Several phase II trials of the gemcitabine/irinotecan combination have been conducted in patients with non-small-cell lung cancer. A randomized phase II trial CALGB 39809 is assessing two nonplatinum combinations—irinotecan/gemcitabine and docetaxel(Drug information on docetaxel) (Taxotere)/gemcitabine (Figure 1). Efficacy results were presented at the 2002 annual meeting of the American Society of Clinical Oncology (ASCO). The efficacy results for gemcitabine and irinotecan included a response rate of 12.8%, with 48.7% stable disease, a 7.9-month median survival, and a 1-year survival rate of 16%. For the docetaxel/gemcitabine arm, the response rate was 23.1%, with 41% stable disease, a 12.8-month median survival, and a 1-year survival rate of 55%. Both doublets were well tolerated, which may reflect the administration schedule, ie, both agents given on days 1 and 8, every 21 days. Toxicity results are summarized in Tables 5 and 6.

Preclinical studies with human lung cancer cell lines H460 and H322 demonstrated an additive growth inhibition (and concentration- and time-dependent apoptotic effects) when another topoisomerase I inhibitor topotecan was combined with gemcitabine.[26] Based on these preclinical data, two phase I studies of the gemcitabine/topotecan combination were conducted. Edelman et al[27] determined the maximum tolerated dose of topotecan to be 1 mg/m²/d IV over 30 minutes daily for 5 days, and that of gemcitabine to be 1,000 mg/m² over 30 minutes on days 1 and 15, in 28-day cycles. After a dose-escalation study, Rainey and colleagues[28] recommended phase II doses of topotecan at 0.75 mg/m²/d over 30 minutes for 5 days and gemcitabine at 400 mg/m² on days 1 and 5, every 21 days. Neutropenia and thrombocytopenia were the dose-limiting toxicities.

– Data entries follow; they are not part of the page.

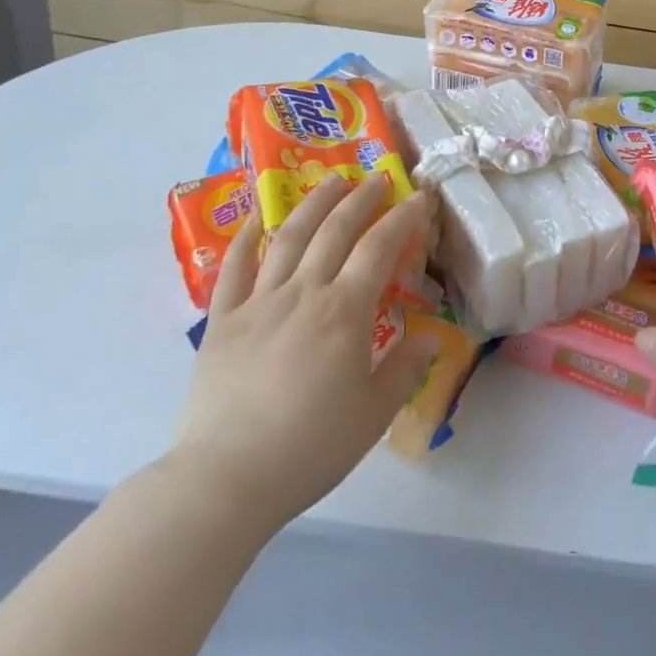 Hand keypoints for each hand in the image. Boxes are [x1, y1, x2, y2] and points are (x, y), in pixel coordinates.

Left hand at [167, 174, 440, 527]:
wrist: (225, 478)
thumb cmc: (309, 447)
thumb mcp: (374, 414)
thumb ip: (406, 368)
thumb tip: (432, 336)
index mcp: (345, 311)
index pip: (380, 248)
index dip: (403, 218)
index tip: (419, 197)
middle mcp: (304, 292)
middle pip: (335, 230)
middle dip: (362, 198)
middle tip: (379, 177)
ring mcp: (259, 302)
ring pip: (289, 236)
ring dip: (314, 203)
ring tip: (331, 181)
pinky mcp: (223, 320)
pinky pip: (234, 268)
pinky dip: (246, 238)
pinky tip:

In a preliminary report from US Oncology, the combination of gemcitabine and topotecan resulted in a median survival time of 7.3 months in 53 advanced non-small-cell lung cancer patients with good performance status (0 or 1).[29] Doses were topotecan at 1 mg/m²/d IV over 30 minutes for 5 consecutive days, and gemcitabine at 1,000 mg/m² days 1 and 15, on an every-28-day cycle. Grade 3/4 toxicities included neutropenia (49% of patients), anemia (15%), and thrombocytopenia (9%). The response rate was 17% (all partial responses), and 22% of patients had stable disease. Final results were presented at ASCO’s 2002 annual meeting.

At least one phase II study of second-line topotecan plus gemcitabine in non-small-cell lung cancer has been conducted. Cole and colleagues[30] studied topotecan at 0.75 mg/m²/d IV days 1 to 5 and gemcitabine at 400 mg/m² days 1 and 5, given every 21 days to 32 patients with refractory non-small-cell lung cancer. A total of four patients (13%) had partial responses, and seven (22%) had stable disease for at least four cycles. Median survival time was 7 months. One year from the initiation of topotecan and gemcitabine treatment, 20% (5/25) of patients were still alive. Nonhematologic toxicity was mild. After the first treatment cycle, grade 4 neutropenia and thrombocytopenia was observed in 16% and 9% of patients, respectively. Hematologic toxicities for all cycles, to our knowledge, have not been reported.